Tim Stevenson

Tim Stevenson, Director of European Equities at Henderson Global Investors gives his reaction to Trump’s anti-establishment victory, and the implications for European equity investors

So, a Trump victory. Once again over-turning the ‘accepted wisdom’ that ‘The Establishment’ would win. This is a message that politicians are out of touch with the huge groundswell of opinion that the ‘system’ is not working for them. The implications for Europe are widespread.

Positives: Europeans (certainly Europe ex-UK) tend to be much more ‘Social Democratic’ or more egalitarian than in the US. The extent of the voter dissatisfaction is therefore not necessarily as great.

Equity valuations are on the whole lower in Europe, and investors have broadly reduced their European exposure year to date.

Negatives: Trump is against ‘Globalisation’ and ‘Open Trade’. Europe thrives on free trade (as does the world, arguably).

Trump may well use protectionism against many European companies.

Cancelling Obamacare throws the whole reform of healthcare back up in the air.

Anything with high sales to Mexico will immediately be given a lower valuation.

Unemployment is higher in many parts of Europe than in the USA, and therefore the degree of anger with the establishment has the potential to be as great, if not greater. Politicians badly need to address this issue before a “Radical” comes up with a set of easy slogans that win over the electorate, regardless of the ability to implement or finance vague promises.

Europe has the Italian Referendum (on reform of the electoral system) in December. A rejection is now more likely, just out of the wish to poke the establishment rather than thorough analysis. France has elections next Spring: does this fuel the protest parties or ram some sense into the established politicians? We assume the latter.

The German and Dutch elections next year also raise the same questions.

Markets and economies hate uncertainty, and we now have more of that. Can Trump really reflate* the US economy? What with? Hot air?

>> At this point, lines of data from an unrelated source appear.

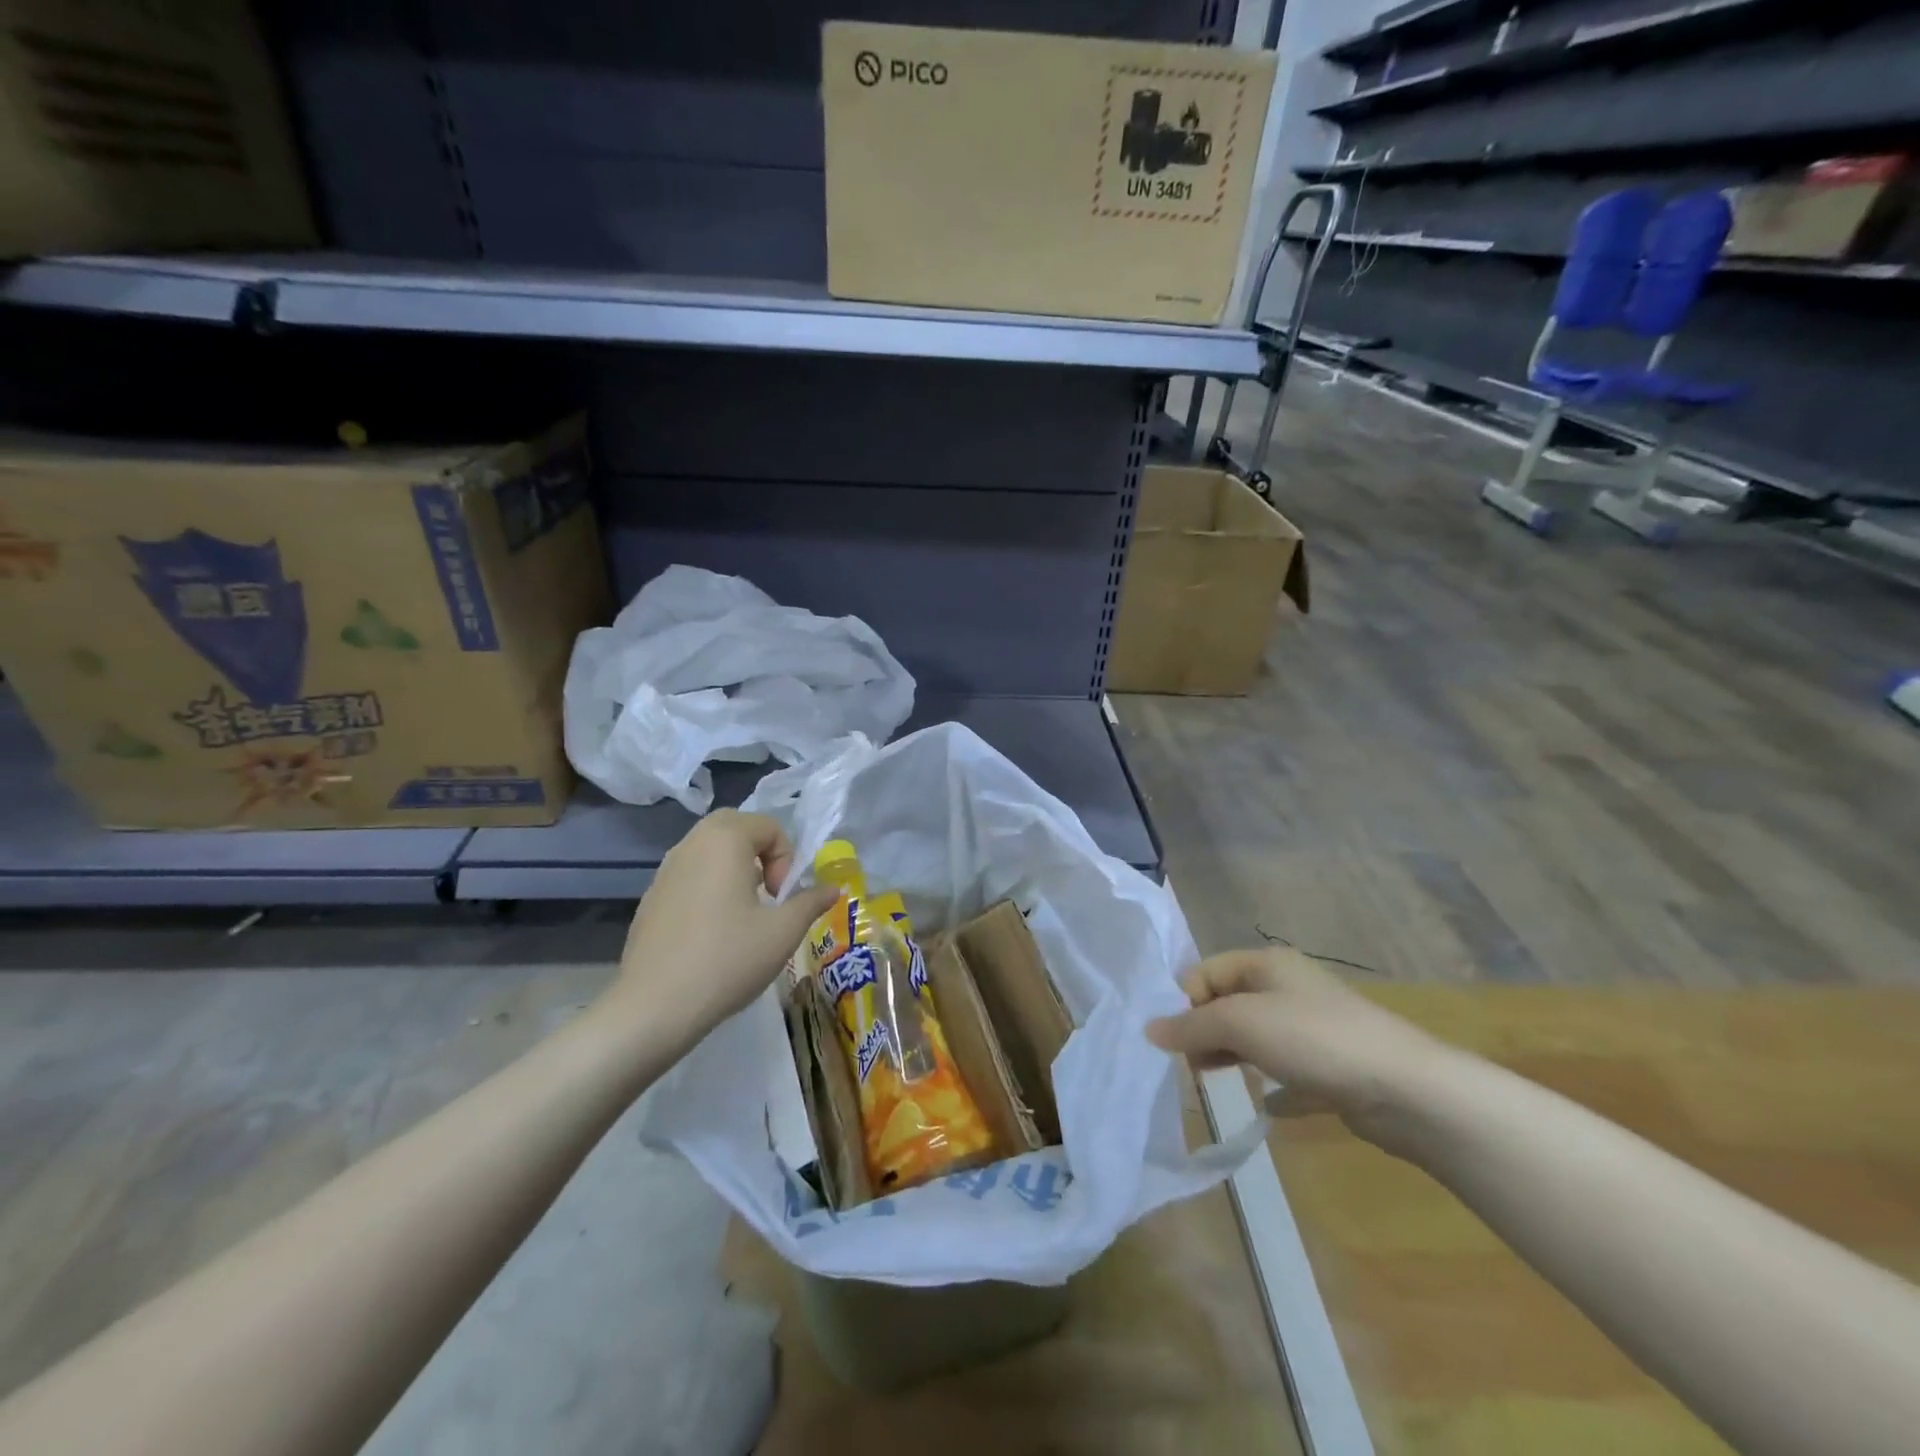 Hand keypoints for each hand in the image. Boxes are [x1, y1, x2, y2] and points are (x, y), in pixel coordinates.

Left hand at [604, 810, 838, 1051]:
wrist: (653, 1007)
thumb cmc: (727, 959)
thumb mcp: (782, 932)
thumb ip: (810, 902)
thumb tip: (832, 888)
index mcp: (724, 841)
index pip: (768, 825)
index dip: (786, 857)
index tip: (783, 897)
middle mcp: (690, 845)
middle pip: (733, 826)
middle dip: (759, 852)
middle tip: (767, 892)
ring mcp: (664, 871)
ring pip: (707, 850)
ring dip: (733, 868)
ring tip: (743, 913)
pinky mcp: (649, 899)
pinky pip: (688, 876)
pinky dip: (708, 887)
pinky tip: (711, 933)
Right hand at [1146, 948, 1450, 1139]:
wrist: (1407, 1090)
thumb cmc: (1315, 1040)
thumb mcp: (1241, 1023)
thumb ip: (1192, 1026)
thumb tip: (1149, 1029)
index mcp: (1266, 964)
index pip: (1206, 972)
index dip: (1184, 1001)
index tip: (1175, 1040)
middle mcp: (1288, 987)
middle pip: (1229, 1003)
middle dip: (1203, 1031)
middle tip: (1189, 1067)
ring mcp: (1313, 1027)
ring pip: (1255, 1036)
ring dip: (1230, 1056)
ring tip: (1212, 1083)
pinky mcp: (1332, 1066)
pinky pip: (1288, 1071)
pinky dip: (1270, 1083)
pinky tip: (1264, 1104) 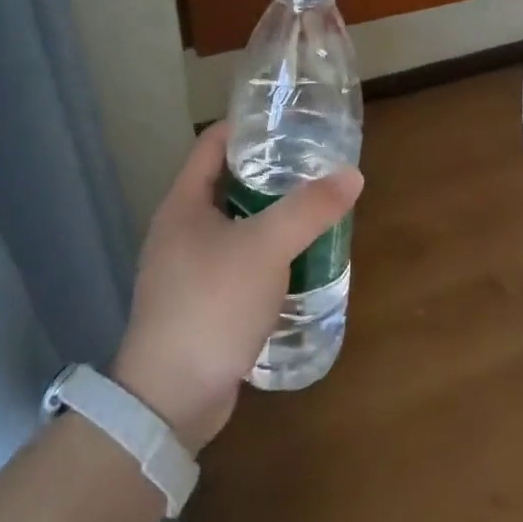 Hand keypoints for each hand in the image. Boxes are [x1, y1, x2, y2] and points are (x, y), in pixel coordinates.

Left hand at [111, 123, 362, 452]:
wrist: (171, 398)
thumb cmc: (211, 305)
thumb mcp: (265, 249)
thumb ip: (308, 210)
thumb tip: (351, 175)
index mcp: (183, 204)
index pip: (212, 145)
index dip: (247, 127)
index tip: (288, 123)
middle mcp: (180, 231)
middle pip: (226, 184)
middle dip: (269, 174)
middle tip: (314, 168)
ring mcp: (187, 270)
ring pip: (235, 227)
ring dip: (270, 218)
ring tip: (314, 211)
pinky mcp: (200, 303)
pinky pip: (237, 264)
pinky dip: (266, 256)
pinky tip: (297, 263) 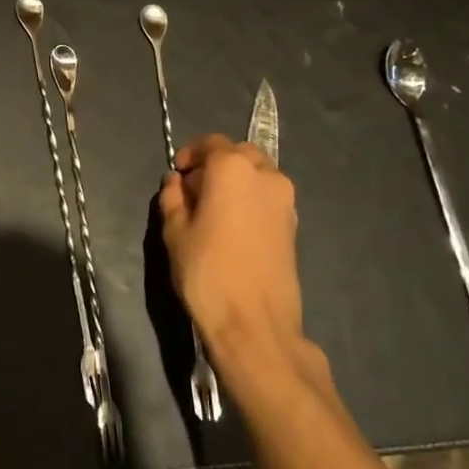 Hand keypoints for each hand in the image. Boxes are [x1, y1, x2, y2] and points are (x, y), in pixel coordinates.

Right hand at [158, 134, 316, 385]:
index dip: (190, 155)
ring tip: (215, 211)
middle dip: (216, 165)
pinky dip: (251, 199)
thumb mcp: (175, 232)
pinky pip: (268, 197)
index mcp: (232, 168)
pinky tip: (234, 227)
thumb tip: (177, 182)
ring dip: (236, 181)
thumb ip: (173, 198)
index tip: (178, 175)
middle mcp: (265, 174)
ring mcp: (285, 199)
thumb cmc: (207, 272)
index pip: (210, 143)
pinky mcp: (294, 224)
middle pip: (238, 154)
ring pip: (257, 174)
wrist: (255, 324)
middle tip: (194, 191) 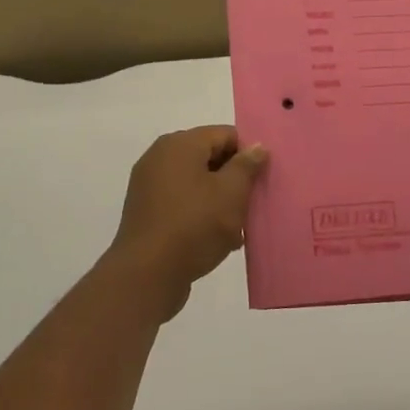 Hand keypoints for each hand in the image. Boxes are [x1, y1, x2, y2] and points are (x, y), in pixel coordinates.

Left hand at [109, 126, 267, 320]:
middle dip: (234, 179)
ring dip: (219, 200)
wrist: (147, 275)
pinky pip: (182, 203)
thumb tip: (256, 146)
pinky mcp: (147, 212)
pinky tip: (218, 240)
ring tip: (237, 228)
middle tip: (252, 203)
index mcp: (179, 144)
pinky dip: (200, 214)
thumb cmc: (194, 226)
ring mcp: (150, 185)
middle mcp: (160, 157)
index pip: (224, 134)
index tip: (263, 177)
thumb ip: (246, 166)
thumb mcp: (231, 194)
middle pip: (209, 157)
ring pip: (197, 183)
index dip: (248, 152) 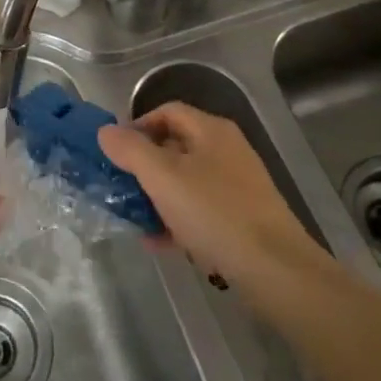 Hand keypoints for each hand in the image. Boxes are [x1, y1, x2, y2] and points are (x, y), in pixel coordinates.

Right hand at [98, 104, 324, 289]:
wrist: (275, 269)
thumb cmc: (214, 212)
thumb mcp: (163, 177)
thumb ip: (130, 150)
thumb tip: (106, 131)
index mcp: (211, 130)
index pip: (166, 111)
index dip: (137, 126)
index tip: (115, 153)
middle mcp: (226, 150)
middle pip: (175, 146)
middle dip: (144, 166)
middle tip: (120, 187)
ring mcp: (238, 185)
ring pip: (186, 181)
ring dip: (157, 196)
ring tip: (134, 218)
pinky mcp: (243, 217)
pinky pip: (201, 209)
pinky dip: (178, 219)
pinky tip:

‘When the facts change, I change my mind!’ It seems prudent to take a more conservative stance for the time being and have some more cash in the portfolio. There will also be some stock specific issues to address.

This has not prompted wholesale changes to the portfolio, if anything it reinforces our preference for quality stocks yet further. We are reducing our weighting in banks, as the probability of a December interest rate hike in the US is understandably reduced.

Longer term, we need to consider whether a set of reflationary measures by governments (whether in the US or Europe) changes the inflation outlook. That in turn has a further knock on impact on the valuation of ‘growth’ versus ‘value**’, and therefore whether we should be adding more economically sensitive stocks or names that are a beneficiary of any attempts at reflation.




*Policies intended to help an economy recover and promote inflation.

**Growth investors search for companies they believe have strong growth potential. Their earnings are expected to grow at an above-average rate compared to the rest of the market, and therefore their share price should increase in value. Value investors search for companies that they believe are undervalued by the market, and therefore expect their share price to increase.


Past performance is not a guide to future performance. The value of an investment and the income from it can fall as well as rise and you may not get back the amount originally invested.

The information in this article does not qualify as an investment recommendation.